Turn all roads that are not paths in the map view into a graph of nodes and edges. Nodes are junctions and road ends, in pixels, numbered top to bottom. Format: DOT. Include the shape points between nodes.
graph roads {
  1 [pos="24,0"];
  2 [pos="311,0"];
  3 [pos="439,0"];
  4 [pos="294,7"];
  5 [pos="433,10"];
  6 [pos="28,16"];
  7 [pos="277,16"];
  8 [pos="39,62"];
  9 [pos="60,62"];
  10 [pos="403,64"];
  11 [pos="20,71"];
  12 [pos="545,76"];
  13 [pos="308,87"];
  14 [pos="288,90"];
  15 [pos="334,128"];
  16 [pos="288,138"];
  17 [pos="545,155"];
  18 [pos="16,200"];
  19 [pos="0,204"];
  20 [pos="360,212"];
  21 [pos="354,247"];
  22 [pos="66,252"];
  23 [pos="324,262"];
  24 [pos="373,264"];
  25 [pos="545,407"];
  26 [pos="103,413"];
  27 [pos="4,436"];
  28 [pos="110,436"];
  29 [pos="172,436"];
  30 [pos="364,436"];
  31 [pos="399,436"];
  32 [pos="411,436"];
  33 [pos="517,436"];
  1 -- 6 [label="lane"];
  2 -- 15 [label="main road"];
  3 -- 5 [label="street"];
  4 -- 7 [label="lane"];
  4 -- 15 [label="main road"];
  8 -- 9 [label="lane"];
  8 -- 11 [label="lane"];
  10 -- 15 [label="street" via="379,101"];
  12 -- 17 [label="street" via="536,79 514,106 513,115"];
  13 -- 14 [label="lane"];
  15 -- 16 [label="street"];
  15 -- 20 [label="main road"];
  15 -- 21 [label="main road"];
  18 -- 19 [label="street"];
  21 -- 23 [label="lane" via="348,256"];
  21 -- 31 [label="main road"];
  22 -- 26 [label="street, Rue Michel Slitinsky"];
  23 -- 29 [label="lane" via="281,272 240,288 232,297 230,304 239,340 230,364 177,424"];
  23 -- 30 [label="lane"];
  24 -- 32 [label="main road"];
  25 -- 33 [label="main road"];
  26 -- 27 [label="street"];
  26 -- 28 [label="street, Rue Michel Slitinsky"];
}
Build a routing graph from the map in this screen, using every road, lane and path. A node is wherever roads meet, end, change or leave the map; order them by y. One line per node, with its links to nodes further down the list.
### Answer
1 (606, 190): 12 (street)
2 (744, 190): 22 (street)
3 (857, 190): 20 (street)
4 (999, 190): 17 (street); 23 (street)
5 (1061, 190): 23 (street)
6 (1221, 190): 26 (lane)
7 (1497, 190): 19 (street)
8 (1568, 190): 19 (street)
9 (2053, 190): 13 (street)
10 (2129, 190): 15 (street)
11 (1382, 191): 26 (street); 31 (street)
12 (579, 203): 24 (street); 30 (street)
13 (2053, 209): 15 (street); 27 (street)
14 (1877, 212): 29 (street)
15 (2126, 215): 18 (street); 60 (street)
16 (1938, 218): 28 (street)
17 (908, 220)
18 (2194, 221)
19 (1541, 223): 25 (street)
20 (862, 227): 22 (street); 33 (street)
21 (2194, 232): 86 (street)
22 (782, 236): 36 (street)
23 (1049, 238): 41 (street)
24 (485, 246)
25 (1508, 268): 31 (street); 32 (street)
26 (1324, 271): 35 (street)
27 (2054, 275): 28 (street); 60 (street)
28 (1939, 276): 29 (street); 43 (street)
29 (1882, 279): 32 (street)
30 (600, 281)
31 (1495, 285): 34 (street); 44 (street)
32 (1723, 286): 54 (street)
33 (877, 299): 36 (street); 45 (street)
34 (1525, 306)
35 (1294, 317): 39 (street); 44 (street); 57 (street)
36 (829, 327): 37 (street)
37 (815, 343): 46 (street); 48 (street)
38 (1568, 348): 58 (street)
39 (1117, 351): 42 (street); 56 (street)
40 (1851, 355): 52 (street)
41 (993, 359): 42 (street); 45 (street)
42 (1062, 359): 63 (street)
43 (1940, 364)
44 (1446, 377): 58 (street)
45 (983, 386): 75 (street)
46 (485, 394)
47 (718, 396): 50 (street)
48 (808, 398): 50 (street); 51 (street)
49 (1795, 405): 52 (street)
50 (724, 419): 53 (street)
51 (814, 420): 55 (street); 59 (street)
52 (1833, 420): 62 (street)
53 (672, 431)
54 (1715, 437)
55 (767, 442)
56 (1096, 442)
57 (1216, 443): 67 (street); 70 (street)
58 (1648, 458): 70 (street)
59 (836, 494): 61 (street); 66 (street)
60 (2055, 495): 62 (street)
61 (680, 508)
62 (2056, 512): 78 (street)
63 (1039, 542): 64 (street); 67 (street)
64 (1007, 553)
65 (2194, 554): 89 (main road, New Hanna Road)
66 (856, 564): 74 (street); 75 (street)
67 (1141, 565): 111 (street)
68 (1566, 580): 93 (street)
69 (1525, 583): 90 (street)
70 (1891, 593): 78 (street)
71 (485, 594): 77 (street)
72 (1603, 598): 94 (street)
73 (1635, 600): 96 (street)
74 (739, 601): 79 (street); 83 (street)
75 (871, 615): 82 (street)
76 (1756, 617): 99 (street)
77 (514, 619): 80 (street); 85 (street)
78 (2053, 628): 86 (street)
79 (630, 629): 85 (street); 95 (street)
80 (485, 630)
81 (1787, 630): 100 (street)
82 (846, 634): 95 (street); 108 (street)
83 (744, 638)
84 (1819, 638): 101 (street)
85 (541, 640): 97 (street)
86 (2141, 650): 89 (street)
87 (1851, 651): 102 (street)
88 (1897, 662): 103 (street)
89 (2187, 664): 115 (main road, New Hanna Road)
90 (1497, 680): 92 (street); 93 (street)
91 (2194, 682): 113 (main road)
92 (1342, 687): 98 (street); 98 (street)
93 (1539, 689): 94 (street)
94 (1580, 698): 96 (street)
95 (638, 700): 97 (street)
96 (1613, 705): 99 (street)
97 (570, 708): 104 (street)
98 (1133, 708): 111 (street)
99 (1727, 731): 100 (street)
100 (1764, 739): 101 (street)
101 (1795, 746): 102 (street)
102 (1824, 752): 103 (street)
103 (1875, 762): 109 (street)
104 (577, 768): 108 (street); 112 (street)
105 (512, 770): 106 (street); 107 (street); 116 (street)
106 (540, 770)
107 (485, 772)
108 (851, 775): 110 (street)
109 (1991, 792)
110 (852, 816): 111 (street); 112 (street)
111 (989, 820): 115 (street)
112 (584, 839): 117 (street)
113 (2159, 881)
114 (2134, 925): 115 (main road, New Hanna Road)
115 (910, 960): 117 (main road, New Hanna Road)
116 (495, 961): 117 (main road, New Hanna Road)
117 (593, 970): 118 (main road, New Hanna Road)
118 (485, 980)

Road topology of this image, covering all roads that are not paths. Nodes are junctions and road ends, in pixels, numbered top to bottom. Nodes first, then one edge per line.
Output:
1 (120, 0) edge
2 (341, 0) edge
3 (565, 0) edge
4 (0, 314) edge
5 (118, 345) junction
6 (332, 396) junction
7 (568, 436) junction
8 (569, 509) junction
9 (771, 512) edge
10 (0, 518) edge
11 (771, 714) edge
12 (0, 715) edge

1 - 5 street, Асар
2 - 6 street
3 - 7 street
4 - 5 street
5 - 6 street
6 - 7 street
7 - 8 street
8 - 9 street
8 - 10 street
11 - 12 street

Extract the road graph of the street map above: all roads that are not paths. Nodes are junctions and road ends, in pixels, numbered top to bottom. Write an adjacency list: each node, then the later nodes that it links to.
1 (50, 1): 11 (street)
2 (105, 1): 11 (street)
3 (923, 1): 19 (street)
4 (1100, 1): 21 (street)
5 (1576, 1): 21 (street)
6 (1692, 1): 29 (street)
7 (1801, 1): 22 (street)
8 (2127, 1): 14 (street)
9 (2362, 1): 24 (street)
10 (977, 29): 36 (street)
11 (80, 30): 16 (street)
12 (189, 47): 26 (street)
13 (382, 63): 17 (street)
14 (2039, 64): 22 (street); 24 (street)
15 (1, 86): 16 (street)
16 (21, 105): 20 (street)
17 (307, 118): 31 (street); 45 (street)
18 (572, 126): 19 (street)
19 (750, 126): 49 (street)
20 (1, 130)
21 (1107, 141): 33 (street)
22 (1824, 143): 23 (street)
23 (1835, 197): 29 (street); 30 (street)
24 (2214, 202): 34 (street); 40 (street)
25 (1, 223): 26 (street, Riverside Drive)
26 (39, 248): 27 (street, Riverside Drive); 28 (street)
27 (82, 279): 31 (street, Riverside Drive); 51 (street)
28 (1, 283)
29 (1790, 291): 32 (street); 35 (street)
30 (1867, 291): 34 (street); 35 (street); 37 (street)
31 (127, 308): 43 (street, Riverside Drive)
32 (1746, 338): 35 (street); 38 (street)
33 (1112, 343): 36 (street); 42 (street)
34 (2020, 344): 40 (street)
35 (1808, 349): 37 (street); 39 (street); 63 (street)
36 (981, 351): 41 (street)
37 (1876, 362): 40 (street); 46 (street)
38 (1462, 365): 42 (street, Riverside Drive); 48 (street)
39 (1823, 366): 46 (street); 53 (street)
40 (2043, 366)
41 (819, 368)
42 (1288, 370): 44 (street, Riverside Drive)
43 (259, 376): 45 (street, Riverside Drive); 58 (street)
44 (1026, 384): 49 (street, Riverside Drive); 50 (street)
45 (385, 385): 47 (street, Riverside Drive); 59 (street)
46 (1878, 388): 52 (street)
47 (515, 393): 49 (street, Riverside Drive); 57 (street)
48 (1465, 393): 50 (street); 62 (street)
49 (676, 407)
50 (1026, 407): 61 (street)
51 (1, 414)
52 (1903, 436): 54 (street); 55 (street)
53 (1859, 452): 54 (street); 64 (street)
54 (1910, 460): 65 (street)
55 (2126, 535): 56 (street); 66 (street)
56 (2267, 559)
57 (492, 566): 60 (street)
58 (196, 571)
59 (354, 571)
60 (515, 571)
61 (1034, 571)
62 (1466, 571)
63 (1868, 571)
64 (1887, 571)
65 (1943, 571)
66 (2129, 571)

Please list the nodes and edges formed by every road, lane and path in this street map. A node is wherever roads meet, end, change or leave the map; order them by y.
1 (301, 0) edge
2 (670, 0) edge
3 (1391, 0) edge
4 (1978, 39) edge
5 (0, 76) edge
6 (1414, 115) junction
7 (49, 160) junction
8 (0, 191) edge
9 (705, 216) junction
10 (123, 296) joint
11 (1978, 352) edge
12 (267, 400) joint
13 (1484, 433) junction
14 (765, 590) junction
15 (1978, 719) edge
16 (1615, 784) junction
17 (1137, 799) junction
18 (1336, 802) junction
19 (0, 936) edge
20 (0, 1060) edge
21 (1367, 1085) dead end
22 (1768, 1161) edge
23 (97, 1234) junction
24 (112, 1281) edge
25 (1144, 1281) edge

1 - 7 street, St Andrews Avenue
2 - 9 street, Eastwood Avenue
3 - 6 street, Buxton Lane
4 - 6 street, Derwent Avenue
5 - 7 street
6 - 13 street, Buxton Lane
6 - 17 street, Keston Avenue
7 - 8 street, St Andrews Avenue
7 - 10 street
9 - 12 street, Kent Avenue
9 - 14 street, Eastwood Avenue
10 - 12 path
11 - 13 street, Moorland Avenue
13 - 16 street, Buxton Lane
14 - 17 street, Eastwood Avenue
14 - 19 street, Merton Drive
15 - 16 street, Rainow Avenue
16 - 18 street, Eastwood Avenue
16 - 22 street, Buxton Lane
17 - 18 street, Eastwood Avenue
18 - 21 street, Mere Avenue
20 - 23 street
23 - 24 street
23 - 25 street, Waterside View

* **WORK INSTRUCTION**
Return every line from the entries above that contains the word "Slitinsky".

* **TASK OUTPUT**
  22 -- 26 [label="street, Rue Michel Slitinsky"];
  26 -- 28 [label="street, Rue Michel Slitinsky"];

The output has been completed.